### Your goal
Using the listing below, show all lines that hold the word "text".

+++++

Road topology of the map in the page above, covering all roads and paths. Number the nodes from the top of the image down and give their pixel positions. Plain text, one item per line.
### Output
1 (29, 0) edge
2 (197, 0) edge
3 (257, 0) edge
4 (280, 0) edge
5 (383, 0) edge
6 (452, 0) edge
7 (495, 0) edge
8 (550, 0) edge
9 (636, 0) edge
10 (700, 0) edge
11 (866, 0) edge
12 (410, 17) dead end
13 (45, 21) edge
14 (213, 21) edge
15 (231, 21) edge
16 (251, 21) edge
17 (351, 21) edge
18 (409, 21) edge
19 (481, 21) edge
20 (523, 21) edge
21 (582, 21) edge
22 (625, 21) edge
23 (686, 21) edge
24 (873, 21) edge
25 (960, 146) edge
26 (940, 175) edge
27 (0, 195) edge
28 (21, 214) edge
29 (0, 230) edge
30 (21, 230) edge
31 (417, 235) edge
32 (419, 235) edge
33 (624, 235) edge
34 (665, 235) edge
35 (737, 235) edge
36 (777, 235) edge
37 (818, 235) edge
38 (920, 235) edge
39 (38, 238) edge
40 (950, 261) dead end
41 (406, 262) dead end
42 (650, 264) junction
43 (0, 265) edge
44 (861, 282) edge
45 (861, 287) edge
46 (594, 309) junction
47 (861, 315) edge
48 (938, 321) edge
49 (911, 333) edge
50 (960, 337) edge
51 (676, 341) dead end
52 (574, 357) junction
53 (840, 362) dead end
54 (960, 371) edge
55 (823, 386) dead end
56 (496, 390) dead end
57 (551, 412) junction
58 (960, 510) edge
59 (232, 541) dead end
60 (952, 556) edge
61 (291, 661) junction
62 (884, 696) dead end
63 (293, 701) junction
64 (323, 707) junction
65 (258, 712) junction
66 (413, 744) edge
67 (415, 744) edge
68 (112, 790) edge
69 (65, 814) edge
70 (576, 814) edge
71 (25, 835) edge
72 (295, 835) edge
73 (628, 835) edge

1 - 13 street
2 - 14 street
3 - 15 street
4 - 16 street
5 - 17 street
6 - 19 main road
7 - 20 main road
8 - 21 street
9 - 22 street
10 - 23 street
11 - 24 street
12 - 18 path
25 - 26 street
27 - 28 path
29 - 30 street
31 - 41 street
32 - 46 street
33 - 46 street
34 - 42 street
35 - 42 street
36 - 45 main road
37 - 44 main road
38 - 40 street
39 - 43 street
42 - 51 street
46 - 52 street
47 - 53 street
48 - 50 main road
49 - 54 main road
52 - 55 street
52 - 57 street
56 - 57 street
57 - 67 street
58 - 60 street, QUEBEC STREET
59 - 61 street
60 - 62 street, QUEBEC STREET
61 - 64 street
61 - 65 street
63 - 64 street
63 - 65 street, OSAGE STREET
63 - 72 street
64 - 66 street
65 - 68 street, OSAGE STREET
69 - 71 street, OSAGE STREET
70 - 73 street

+++++

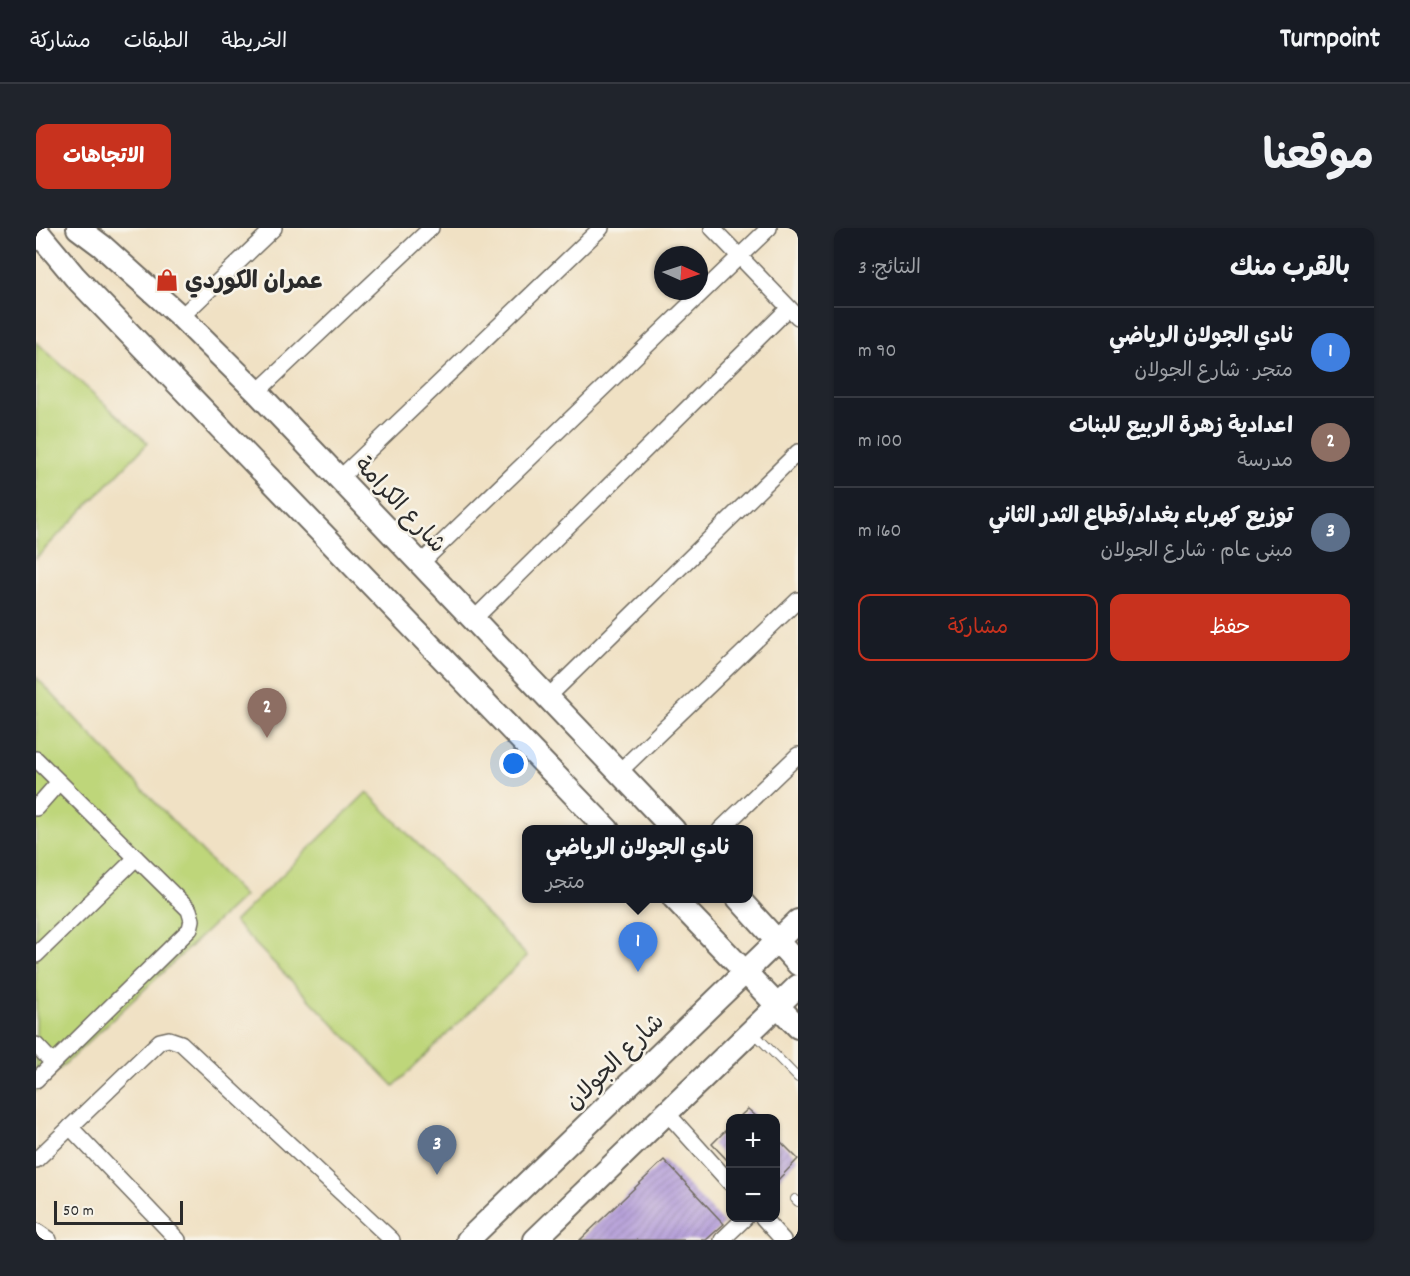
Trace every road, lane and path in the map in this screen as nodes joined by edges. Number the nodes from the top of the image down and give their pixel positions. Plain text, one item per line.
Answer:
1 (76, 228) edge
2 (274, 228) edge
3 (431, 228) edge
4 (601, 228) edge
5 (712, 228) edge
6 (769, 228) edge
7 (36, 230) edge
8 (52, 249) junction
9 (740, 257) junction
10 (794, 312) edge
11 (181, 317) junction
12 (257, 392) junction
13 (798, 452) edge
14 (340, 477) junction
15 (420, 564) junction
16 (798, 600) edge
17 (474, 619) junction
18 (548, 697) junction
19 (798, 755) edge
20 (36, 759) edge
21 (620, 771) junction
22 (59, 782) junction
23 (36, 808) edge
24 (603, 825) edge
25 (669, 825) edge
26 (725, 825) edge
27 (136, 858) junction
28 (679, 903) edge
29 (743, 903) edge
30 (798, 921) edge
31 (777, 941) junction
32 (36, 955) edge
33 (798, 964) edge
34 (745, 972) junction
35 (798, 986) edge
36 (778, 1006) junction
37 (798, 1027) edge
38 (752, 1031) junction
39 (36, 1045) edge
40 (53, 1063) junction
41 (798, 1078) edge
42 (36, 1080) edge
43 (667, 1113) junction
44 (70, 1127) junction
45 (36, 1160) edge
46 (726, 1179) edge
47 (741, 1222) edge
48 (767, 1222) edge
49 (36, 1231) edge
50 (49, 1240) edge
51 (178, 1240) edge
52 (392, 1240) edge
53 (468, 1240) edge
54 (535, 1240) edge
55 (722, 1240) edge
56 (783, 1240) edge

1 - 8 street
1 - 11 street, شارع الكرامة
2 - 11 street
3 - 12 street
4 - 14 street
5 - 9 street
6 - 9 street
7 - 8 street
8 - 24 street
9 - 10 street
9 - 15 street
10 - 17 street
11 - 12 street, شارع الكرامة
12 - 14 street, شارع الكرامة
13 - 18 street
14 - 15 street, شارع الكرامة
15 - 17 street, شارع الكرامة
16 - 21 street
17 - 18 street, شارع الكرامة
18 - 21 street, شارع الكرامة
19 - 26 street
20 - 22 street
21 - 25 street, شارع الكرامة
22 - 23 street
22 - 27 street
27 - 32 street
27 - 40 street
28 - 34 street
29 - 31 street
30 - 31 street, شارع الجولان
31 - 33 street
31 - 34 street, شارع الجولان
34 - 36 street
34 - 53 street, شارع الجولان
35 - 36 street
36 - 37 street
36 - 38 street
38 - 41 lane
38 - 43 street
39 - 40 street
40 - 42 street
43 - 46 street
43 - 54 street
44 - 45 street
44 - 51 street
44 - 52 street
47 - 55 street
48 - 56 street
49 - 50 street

+++++

### Answer section
Road topology of the map in the page above, covering all roads and paths. Number the nodes from the top of the image down and give their pixel positions. Plain text, one item per line.
Trace every road, lane and path in the map in this screen as nodes joined by edges. Number the nodes from the top of the image down and give their pixel positions. Plain text, one item per line.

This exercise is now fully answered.